M 1701 for traditional wound care plasters comprises 100% polylactic acid derived from natural resources and is said to offer good wound care characteristics, while M 1714 has superior absorption for more challenging wounds and consists of a mix of bio-based fibers.
With a smooth wound contact layer, M 1714 has already been evaluated for industrial compostability and conforms to ISO 13432, said the Weinheim, Germany-based company.
In addition, Freudenberg’s silicone-coated foams have several improved features that reduce the number of process steps in wound dressing manufacturing to decrease production complexity, avoiding waste, saving energy and simplifying the supply chain.
The solution is said to maintain all the advantages of a pure foam dressing without a silicone layer, such as free swelling and prevention of exudate pooling in the wound bed, while eliminating the disadvantages of solutions with standard silicone adhesive layers.
From a nursing perspective, advantages include higher flexibility that enables optimal wound bed contouring and the reduced risk of infection owing to the prevention of exudate pooling.
Spider silk technology
Meanwhile, biotechnology company Kraig Biocraft Laboratories has announced the first sample shipment of its recombinant spider silk fibers and fabrics for use and evaluation into a range of biomedical applications.
The shipment was made from its production operations in Vietnam in response to a recent increase in requests for its proprietary spider silk technology for tissue engineering applications, said the company of Ann Arbor, Michigan, USA.
Aided by its unique blend of mechanical and chemical properties, spider silk has long been recognized as an ideal, natural biomaterial.

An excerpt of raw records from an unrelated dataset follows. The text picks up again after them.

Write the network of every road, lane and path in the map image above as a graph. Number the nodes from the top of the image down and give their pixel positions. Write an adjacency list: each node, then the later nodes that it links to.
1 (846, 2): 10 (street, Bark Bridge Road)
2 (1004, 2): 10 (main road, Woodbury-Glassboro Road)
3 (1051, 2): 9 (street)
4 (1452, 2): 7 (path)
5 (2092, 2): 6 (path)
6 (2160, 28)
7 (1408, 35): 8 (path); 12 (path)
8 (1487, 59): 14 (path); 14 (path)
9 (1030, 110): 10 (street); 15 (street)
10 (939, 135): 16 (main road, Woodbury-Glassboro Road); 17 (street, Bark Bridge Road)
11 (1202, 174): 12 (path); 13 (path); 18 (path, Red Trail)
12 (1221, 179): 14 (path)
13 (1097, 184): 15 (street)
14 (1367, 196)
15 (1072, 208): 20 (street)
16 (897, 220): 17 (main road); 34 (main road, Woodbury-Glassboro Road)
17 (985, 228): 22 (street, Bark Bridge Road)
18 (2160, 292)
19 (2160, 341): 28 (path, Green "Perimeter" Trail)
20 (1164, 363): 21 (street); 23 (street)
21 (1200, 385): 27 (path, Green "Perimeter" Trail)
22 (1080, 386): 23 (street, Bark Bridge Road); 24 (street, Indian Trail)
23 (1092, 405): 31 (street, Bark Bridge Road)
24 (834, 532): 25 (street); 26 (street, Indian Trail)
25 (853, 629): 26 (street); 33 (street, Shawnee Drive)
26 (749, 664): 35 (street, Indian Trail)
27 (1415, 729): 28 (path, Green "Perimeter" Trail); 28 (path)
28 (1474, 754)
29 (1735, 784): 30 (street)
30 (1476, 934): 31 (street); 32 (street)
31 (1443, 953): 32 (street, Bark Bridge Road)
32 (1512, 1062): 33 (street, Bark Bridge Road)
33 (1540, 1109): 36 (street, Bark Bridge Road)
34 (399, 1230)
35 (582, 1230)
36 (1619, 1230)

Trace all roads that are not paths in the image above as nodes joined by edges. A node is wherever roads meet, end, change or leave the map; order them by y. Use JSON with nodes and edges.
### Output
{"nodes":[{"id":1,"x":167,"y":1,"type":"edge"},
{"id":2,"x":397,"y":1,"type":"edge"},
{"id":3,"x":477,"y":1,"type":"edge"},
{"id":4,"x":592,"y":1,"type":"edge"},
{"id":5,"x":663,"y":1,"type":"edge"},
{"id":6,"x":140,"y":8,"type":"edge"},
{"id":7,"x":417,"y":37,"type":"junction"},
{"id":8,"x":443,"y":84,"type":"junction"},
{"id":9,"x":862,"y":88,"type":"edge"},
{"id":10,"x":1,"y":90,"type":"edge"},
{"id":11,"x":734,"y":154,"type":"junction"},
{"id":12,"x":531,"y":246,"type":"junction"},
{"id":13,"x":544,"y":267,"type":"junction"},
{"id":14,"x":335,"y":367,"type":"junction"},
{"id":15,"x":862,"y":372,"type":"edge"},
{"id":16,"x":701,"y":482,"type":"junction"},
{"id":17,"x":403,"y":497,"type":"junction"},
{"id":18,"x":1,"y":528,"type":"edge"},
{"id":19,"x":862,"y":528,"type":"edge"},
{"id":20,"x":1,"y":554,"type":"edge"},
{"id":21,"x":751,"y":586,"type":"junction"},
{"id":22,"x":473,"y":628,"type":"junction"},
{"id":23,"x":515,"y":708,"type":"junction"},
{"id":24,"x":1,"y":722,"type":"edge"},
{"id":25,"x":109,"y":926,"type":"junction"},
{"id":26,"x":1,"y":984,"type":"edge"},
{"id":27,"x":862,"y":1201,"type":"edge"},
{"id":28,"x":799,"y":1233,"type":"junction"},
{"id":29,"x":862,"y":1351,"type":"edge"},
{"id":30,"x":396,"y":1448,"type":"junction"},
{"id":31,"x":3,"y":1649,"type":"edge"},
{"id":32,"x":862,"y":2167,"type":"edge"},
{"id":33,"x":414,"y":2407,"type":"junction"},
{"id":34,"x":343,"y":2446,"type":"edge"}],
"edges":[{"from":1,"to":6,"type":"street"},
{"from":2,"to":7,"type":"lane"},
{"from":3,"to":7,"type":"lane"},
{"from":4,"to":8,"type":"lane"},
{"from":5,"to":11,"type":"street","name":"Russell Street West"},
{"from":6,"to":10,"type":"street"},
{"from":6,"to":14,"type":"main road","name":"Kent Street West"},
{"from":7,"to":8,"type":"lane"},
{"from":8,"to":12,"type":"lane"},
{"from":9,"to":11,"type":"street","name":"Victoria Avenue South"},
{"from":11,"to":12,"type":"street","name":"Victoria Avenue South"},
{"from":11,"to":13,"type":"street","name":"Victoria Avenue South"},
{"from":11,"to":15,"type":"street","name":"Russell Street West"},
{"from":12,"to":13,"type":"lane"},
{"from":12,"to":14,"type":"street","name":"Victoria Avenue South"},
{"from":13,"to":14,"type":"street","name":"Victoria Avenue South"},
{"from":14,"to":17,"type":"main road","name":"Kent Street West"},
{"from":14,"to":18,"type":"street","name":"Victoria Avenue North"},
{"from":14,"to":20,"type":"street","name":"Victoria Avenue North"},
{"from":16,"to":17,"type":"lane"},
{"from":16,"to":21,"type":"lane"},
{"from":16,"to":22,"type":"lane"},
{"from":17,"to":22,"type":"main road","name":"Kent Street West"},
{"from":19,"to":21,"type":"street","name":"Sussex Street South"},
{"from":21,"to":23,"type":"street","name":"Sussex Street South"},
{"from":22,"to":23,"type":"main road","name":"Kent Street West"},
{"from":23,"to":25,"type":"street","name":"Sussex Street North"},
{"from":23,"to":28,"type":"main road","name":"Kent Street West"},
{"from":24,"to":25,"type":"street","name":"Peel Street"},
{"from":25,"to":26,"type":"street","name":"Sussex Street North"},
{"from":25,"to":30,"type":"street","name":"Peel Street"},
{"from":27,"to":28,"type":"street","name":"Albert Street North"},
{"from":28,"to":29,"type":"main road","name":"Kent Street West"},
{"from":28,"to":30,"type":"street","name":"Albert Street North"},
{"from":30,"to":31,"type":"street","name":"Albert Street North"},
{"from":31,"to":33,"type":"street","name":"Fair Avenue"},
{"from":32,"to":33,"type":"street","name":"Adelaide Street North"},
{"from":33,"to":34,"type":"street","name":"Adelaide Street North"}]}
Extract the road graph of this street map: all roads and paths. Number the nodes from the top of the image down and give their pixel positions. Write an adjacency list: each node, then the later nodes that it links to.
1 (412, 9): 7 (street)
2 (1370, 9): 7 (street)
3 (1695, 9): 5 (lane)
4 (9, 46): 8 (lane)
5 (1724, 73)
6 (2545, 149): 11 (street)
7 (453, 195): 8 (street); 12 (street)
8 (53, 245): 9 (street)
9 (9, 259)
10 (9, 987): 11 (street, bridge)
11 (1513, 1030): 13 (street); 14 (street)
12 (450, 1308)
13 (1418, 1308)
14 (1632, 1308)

As a lightweight, biocompatible and biodegradable material, spider silk applications have been tested in numerous products, including fibers, films, hydrogels, nonwovens and foams.
While the first known cases of sutures made from spider silk date back to the 18th century, limitations in the production and costs of spider silk have so far prevented its broad adoption.
Kraig Labs’ approach of recombinant spider silk technology utilizes genetically enhanced silkworms, which could enable the large-scale adoption of spider silk for biomedical applications.